--- Recorded data Enclosed Below ---
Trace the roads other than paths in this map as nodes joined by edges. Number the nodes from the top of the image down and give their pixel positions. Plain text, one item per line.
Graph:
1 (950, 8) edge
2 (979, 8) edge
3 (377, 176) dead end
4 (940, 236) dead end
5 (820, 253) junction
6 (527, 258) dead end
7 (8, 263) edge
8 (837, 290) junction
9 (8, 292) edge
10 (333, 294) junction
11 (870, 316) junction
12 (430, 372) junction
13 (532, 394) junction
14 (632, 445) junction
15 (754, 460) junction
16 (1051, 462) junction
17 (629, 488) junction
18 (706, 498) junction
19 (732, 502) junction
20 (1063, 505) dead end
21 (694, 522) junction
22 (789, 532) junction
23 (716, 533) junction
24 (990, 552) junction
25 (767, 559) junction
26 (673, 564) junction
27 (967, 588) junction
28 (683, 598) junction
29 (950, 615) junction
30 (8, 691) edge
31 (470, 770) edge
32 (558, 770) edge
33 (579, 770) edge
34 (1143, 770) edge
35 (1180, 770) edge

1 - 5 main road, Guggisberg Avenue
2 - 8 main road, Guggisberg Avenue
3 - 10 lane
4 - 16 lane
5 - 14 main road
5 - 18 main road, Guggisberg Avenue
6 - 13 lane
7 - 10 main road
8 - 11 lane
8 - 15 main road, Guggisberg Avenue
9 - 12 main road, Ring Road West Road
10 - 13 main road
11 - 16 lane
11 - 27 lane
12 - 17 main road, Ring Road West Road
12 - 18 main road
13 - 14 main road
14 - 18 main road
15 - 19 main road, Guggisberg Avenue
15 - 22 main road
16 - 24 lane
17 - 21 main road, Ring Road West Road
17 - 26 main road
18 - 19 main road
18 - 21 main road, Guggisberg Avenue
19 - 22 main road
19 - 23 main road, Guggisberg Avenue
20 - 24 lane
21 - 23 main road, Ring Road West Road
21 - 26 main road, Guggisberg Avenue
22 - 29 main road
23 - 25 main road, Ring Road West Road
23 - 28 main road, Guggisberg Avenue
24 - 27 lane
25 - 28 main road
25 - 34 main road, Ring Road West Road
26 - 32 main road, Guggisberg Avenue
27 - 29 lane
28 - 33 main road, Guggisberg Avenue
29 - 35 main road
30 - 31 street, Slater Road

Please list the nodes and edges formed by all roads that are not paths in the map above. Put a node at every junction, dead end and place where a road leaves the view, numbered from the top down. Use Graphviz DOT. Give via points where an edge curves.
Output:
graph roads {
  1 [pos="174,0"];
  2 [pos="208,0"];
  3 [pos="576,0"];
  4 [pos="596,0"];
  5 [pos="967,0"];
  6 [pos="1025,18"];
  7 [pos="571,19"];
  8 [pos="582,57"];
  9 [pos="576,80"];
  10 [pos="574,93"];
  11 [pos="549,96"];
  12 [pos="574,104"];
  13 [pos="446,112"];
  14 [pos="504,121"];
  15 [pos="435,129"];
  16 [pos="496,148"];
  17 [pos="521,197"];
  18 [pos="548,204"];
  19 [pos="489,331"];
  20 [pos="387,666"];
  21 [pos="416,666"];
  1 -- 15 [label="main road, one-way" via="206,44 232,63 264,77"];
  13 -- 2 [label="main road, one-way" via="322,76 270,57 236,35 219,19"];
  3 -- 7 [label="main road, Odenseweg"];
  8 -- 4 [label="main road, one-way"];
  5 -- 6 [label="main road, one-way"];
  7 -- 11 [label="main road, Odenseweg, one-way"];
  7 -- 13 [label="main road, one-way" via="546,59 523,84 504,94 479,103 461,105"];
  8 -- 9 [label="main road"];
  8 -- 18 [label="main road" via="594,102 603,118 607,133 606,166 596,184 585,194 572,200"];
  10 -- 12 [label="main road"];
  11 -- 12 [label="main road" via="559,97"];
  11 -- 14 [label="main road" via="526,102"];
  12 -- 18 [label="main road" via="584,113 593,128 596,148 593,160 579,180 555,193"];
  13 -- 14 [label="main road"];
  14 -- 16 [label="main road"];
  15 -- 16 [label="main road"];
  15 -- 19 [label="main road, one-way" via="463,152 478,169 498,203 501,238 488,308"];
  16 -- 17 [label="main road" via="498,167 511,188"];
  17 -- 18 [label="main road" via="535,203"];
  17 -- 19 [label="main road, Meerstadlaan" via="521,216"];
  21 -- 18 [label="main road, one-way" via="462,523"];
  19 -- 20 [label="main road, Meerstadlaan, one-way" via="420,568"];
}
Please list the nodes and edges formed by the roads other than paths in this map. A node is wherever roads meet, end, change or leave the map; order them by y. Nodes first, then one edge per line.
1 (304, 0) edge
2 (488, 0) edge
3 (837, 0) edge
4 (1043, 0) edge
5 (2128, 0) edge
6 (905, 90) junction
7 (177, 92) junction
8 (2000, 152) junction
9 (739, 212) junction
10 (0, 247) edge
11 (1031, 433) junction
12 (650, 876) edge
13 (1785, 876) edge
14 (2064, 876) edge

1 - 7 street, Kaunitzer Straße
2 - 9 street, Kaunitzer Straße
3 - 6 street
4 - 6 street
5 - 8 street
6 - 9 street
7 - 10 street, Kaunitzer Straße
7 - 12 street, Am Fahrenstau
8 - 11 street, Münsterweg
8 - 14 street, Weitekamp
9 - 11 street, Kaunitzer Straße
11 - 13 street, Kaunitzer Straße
--- End of Enclosed Recorded data ---
Copy the records above exactly as written.

# [Finished task]
Trace the roads other than paths in this map as nodes joined by edges. Number the nodes from the top of the image down and give their pixel positions. Plain text, one item per line.
Graph:
1 (950, 8) edge
2 (979, 8) edge
3 (377, 176) dead end
4 (940, 236) dead end
5 (820, 253) junction
6 (527, 258) dead end
7 (8, 263) edge
8 (837, 290) junction
9 (8, 292) edge
10 (333, 294) junction
11 (870, 316) junction
12 (430, 372) junction
13 (532, 394) junction
14 (632, 445) junction
15 (754, 460) junction
16 (1051, 462) junction
17 (629, 488) junction
18 (706, 498) junction
19 (732, 502) junction
20 (1063, 505) dead end
21 (694, 522) junction
22 (789, 532) junction
23 (716, 533) junction
24 (990, 552) junction
25 (767, 559) junction
26 (673, 564) junction
27 (967, 588) junction
28 (683, 598) junction
29 (950, 615) junction
30 (8, 691) edge
31 (470, 770) edge
32 (558, 770) edge
33 (579, 770) edge
34 (1143, 770) edge
35 (1180, 770) edge

1 - 5 main road, Guggisberg Avenue
2 - 8 main road, Guggisberg Avenue
3 - 10 lane
4 - 16 lane
5 - 14 main road
5 - 18 main road, Guggisberg Avenue
6 - 13 lane
7 - 10 main road
8 - 11 lane
8 - 15 main road, Guggisberg Avenue
9 - 12 main road, Ring Road West Road
10 - 13 main road
11 - 16 lane
11 - 27 lane
12 - 17 main road, Ring Road West Road
12 - 18 main road
13 - 14 main road
14 - 18 main road
15 - 19 main road, Guggisberg Avenue
15 - 22 main road
16 - 24 lane
17 - 21 main road, Ring Road West Road
17 - 26 main road
18 - 19 main road
18 - 21 main road, Guggisberg Avenue
19 - 22 main road
19 - 23 main road, Guggisberg Avenue
20 - 24 lane
21 - 23 main road, Ring Road West Road
21 - 26 main road, Guggisberg Avenue
22 - 29 main road
23 - 25 main road, Ring Road West Road
23 - 28 main road, Guggisberg Avenue
24 - 27 lane
25 - 28 main road
25 - 34 main road, Ring Road West Road
26 - 32 main road, Guggisberg Avenue
27 - 29 lane
28 - 33 main road, Guggisberg Avenue
29 - 35 main road
30 - 31 street, Slater Road

Please list the nodes and edges formed by all roads that are not paths in the map above. Put a node at every junction, dead end and place where a road leaves the view, numbered from the top down. Use Graphviz DOT. Give via points where an edge curves.
Output:
graph roads {
  1 [pos="174,0"];
  2 [pos="208,0"];
  3 [pos="576,0"];
  4 [pos="596,0"];
  5 [pos="967,0"];
  6 [pos="1025,18"];
  7 [pos="571,19"];
  8 [pos="582,57"];
  9 [pos="576,80"];
  10 [pos="574,93"];
  11 [pos="549,96"];
  12 [pos="574,104"];
  13 [pos="446,112"];
  14 [pos="504,121"];
  15 [pos="435,129"];
  16 [pos="496,148"];
  17 [pos="521,197"];
  18 [pos="548,204"];
  19 [pos="489,331"];
  20 [pos="387,666"];
  21 [pos="416,666"];
  1 -- 15 [label="main road, one-way" via="206,44 232,63 264,77"];
  13 -- 2 [label="main road, one-way" via="322,76 270,57 236,35 219,19"];
  3 -- 7 [label="main road, Odenseweg"];
  8 -- 4 [label="main road, one-way"];
  5 -- 6 [label="main road, one-way"];
  7 -- 11 [label="main road, Odenseweg, one-way"];
  7 -- 13 [label="main road, one-way" via="546,59 523,84 504,94 479,103 461,105"];
  8 -- 9 [label="main road"];
  8 -- 18 [label="main road" via="594,102 603,118 607,133 606,166 596,184 585,194 572,200"];
  10 -- 12 [label="main road"];
  11 -- 12 [label="main road" via="559,97"];
  11 -- 14 [label="main road" via="526,102"];
  12 -- 18 [label="main road" via="584,113 593,128 596,148 593,160 579,180 555,193"];
  13 -- 14 [label="main road"];
  14 -- 16 [label="main road"];
  15 -- 16 [label="main road"];
  15 -- 19 [label="main road, one-way" via="463,152 478,169 498,203 501,238 488,308"];
  16 -- 17 [label="main road" via="498,167 511,188"];
  17 -- 18 [label="main road" via="535,203"];
  17 -- 19 [label="main road, Meerstadlaan" via="521,216"];
  21 -- 18 [label="main road, one-way" via="462,523"];
  19 -- 20 [label="main road, Meerstadlaan, one-way" via="420,568"];
}
Please list the nodes and edges formed by the roads other than paths in this map. A node is wherever roads meet, end, change or leave the map; order them by y. Nodes first, then one edge per line.
1 (304, 0) edge
2 (488, 0) edge
3 (837, 0) edge
4 (1043, 0) edge
5 (2128, 0) edge
6 (905, 90) junction
7 (177, 92) junction
8 (2000, 152) junction
9 (739, 212) junction
10 (0, 247) edge
11 (1031, 433) junction
12 (650, 876) edge
13 (1785, 876) edge
14 (2064, 876) edge

1 - 7 street, Kaunitzer Straße
2 - 9 street, Kaunitzer Straße
3 - 6 street
4 - 6 street
5 - 8 street
6 - 9 street
7 - 10 street, Kaunitzer Straße
7 - 12 street, Am Fahrenstau
8 - 11 street, Münsterweg
8 - 14 street, Weitekamp
9 - 11 street, Kaunitzer Straße
11 - 13 street, Kaunitzer Straße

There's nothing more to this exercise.